#### Stored data entries:
━━━━━━━━━━━━━━━━━━━━
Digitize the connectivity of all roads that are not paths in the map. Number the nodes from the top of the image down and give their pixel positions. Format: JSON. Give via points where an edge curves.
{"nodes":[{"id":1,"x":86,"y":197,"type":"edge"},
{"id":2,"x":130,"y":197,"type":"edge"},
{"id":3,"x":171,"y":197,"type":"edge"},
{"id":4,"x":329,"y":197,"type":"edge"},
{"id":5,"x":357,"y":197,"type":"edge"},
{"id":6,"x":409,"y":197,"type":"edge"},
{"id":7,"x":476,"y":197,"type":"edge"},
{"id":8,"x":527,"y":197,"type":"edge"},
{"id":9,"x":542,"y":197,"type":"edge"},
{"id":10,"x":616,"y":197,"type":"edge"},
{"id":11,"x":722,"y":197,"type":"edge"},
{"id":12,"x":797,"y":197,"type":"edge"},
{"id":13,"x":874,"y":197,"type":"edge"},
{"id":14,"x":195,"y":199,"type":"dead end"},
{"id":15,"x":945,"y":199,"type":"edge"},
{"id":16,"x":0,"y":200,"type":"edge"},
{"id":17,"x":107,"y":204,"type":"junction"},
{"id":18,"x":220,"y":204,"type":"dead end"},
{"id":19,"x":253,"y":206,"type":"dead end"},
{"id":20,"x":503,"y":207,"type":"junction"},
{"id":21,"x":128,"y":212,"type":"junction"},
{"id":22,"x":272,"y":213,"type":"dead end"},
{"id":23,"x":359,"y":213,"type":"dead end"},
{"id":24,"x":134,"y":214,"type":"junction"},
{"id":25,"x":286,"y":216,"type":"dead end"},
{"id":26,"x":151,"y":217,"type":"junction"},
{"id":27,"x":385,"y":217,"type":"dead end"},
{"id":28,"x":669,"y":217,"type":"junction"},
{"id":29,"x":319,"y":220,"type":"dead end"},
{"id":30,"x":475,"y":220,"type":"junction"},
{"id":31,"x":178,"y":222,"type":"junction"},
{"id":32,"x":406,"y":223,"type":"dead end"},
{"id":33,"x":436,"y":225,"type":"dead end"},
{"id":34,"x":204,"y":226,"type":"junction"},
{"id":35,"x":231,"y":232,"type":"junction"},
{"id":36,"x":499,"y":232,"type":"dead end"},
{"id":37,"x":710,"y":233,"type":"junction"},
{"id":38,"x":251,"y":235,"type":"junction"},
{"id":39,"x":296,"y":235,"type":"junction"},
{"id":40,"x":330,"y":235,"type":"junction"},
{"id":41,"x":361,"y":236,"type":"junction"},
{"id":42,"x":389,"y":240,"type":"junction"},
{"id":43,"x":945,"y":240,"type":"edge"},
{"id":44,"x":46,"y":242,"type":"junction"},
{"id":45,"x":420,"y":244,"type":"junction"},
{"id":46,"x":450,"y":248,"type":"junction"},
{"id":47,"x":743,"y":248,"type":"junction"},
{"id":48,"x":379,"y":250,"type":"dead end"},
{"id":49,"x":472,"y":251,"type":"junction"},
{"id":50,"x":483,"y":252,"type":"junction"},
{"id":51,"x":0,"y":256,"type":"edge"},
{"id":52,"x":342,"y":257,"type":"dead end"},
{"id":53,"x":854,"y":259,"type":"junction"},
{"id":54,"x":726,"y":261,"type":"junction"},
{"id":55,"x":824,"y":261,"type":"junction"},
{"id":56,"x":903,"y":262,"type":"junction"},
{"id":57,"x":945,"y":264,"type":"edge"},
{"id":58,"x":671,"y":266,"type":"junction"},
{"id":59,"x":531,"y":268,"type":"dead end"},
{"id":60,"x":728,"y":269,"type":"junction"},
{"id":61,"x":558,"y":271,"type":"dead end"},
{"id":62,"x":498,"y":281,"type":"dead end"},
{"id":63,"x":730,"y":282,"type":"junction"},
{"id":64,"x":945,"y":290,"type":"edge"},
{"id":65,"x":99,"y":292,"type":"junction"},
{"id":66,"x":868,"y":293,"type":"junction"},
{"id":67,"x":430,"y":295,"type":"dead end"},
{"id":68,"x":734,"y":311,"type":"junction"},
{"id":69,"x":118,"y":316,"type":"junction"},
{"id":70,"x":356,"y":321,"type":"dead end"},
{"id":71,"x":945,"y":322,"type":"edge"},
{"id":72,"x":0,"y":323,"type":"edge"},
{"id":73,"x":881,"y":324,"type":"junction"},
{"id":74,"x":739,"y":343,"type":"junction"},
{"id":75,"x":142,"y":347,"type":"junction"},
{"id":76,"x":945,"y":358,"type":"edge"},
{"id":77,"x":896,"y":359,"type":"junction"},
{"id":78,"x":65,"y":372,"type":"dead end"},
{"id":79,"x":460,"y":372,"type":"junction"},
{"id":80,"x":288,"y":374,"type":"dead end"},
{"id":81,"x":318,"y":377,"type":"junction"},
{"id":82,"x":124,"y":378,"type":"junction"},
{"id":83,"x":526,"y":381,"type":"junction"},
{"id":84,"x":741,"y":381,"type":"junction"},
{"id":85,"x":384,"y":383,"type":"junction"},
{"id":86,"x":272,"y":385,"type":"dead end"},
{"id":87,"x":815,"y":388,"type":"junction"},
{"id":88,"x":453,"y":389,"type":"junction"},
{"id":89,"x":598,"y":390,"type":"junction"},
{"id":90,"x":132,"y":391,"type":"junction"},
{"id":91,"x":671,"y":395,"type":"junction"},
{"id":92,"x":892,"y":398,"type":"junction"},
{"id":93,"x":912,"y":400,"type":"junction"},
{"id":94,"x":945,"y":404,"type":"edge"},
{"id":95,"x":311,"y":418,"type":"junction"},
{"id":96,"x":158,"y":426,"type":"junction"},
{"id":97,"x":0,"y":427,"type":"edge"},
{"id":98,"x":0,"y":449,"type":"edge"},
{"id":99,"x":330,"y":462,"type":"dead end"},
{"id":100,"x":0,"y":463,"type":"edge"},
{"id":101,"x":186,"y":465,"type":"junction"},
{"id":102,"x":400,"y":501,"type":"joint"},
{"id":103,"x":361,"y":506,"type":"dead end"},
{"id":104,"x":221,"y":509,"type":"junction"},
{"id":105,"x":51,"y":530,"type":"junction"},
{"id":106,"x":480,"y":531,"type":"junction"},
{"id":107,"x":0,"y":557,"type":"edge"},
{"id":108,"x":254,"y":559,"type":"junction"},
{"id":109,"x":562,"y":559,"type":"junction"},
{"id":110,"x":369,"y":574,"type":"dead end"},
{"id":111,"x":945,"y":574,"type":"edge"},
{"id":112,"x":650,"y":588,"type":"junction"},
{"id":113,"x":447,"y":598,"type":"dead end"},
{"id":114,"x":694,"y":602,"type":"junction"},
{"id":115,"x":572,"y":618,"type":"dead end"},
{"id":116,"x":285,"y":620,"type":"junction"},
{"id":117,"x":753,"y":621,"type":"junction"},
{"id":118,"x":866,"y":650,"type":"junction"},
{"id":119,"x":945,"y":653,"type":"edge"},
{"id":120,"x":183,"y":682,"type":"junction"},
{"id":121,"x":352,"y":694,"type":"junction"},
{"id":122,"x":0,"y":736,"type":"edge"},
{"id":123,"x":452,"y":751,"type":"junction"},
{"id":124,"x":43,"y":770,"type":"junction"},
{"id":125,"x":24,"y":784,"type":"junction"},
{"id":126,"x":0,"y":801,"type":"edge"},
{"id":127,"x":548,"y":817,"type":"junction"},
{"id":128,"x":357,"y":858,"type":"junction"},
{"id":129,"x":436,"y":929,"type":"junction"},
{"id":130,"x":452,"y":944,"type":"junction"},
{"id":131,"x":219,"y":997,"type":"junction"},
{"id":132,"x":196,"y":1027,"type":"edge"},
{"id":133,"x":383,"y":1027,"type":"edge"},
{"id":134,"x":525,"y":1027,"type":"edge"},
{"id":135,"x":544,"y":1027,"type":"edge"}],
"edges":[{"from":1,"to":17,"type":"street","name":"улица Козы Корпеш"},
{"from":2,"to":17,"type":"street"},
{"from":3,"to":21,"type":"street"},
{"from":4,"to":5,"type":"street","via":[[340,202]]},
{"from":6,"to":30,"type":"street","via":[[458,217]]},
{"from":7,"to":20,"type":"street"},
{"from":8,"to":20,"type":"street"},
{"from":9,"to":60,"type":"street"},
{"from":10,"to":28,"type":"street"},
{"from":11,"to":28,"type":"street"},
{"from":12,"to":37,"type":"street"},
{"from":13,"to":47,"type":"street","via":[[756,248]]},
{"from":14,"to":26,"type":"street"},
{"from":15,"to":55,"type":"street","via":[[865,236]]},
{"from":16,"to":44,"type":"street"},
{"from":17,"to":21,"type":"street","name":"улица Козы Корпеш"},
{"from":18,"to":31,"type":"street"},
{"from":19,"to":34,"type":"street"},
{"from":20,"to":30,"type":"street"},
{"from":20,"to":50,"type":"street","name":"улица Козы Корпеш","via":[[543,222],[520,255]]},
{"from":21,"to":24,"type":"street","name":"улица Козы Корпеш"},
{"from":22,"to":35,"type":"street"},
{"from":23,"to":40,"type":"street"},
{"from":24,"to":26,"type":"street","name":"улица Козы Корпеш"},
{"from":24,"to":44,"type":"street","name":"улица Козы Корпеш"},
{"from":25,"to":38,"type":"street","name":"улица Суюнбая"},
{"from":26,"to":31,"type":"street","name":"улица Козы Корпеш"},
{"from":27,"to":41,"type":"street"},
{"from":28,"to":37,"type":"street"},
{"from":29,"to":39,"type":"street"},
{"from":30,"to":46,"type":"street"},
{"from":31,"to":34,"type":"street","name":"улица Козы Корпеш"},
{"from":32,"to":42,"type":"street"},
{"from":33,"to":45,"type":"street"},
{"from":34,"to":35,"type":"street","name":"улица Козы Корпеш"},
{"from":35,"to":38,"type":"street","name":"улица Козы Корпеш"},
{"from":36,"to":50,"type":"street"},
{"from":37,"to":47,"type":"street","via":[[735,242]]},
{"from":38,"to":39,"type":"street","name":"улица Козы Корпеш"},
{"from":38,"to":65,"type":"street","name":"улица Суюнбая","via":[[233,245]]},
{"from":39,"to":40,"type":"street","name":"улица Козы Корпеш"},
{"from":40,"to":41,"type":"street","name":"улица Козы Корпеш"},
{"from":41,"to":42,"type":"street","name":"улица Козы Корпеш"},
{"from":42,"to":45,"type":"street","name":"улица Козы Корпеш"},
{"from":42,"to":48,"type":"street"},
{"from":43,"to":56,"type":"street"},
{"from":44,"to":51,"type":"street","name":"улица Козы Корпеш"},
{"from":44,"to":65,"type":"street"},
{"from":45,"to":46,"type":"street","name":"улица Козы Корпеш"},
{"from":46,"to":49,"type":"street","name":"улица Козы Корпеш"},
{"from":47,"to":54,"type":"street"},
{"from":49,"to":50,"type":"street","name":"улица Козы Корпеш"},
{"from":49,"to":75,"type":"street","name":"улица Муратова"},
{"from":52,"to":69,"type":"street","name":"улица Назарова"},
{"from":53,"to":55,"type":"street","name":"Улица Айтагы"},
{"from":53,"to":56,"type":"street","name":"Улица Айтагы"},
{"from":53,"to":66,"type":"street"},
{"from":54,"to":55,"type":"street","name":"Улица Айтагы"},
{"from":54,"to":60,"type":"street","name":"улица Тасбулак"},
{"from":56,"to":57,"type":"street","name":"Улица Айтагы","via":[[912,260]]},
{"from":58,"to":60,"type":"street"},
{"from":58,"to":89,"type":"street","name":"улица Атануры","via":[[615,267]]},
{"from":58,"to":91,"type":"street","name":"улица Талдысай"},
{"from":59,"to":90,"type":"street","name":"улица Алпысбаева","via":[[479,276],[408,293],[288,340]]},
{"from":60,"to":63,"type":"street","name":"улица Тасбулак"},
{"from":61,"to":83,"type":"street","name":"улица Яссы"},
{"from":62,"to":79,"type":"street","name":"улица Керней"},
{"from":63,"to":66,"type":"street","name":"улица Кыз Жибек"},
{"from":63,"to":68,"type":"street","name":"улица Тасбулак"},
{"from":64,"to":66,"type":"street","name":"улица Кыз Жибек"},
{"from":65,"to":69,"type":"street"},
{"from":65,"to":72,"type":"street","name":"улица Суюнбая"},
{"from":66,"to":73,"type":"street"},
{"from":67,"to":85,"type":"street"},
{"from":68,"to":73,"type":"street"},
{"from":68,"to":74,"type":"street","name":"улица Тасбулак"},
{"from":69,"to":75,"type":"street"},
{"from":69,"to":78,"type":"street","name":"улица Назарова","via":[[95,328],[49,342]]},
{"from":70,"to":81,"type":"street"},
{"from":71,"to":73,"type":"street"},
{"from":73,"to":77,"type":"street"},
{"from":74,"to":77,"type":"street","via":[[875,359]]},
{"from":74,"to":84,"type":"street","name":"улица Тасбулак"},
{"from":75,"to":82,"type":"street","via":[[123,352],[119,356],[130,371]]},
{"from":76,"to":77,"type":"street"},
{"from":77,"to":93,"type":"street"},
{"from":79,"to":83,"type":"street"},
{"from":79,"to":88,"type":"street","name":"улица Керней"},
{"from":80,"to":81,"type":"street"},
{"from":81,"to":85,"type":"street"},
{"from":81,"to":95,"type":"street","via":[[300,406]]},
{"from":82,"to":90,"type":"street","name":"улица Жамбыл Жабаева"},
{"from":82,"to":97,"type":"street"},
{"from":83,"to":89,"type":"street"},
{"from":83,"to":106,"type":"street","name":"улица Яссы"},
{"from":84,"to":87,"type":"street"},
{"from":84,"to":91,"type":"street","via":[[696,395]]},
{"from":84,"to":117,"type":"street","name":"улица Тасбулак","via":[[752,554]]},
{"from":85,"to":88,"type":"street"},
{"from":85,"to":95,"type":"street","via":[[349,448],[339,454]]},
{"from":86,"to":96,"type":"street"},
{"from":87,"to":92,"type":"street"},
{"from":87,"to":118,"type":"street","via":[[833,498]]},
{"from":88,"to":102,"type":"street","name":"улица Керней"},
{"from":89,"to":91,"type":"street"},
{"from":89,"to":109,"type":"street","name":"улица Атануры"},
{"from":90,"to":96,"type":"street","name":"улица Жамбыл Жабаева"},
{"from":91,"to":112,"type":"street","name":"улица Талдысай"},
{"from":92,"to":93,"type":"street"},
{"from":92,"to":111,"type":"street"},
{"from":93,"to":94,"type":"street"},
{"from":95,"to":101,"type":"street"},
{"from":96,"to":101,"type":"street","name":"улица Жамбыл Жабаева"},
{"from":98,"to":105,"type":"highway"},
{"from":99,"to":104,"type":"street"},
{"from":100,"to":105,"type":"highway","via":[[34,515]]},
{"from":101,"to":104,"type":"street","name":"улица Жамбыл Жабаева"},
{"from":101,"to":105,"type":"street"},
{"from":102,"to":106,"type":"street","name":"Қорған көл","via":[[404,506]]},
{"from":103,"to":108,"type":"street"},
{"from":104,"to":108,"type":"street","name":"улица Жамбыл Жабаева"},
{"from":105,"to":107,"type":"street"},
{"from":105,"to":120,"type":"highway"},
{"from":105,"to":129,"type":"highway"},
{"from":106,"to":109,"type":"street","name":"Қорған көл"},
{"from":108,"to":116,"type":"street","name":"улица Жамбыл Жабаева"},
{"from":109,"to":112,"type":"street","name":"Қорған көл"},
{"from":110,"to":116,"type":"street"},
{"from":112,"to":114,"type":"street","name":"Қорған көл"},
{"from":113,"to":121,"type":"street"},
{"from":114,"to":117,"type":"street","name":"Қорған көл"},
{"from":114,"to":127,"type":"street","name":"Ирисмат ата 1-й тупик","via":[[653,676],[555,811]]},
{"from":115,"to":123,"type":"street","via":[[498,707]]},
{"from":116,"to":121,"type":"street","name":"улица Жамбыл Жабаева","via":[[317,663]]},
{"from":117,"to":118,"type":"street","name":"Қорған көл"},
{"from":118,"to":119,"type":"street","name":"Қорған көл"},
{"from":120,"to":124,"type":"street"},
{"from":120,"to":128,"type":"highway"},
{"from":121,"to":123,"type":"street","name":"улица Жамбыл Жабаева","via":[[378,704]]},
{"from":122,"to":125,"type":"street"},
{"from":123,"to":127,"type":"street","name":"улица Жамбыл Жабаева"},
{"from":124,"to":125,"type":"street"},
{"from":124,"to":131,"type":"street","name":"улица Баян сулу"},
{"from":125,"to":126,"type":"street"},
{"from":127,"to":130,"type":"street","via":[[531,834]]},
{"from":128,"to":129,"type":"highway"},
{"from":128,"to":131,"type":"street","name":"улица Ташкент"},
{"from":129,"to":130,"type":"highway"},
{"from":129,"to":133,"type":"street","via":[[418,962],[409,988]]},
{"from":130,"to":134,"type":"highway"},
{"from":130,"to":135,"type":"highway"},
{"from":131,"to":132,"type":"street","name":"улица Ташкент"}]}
━━━━━━━━━━━━━━━━━━━━
#### What to do:
Review the entries above and return every line where "Айтагы" appears.

#### Response area:
{"from":53,"to":55,"type":"street","name":"Улица Айтагы"},
{"from":53,"to":56,"type":"street","name":"Улица Айтагы"},
{"from":54,"to":55,"type":"street","name":"Улица Айтагы"},
{"from":56,"to":57,"type":"street","name":"Улица Айтагы","via":[[912,260]]},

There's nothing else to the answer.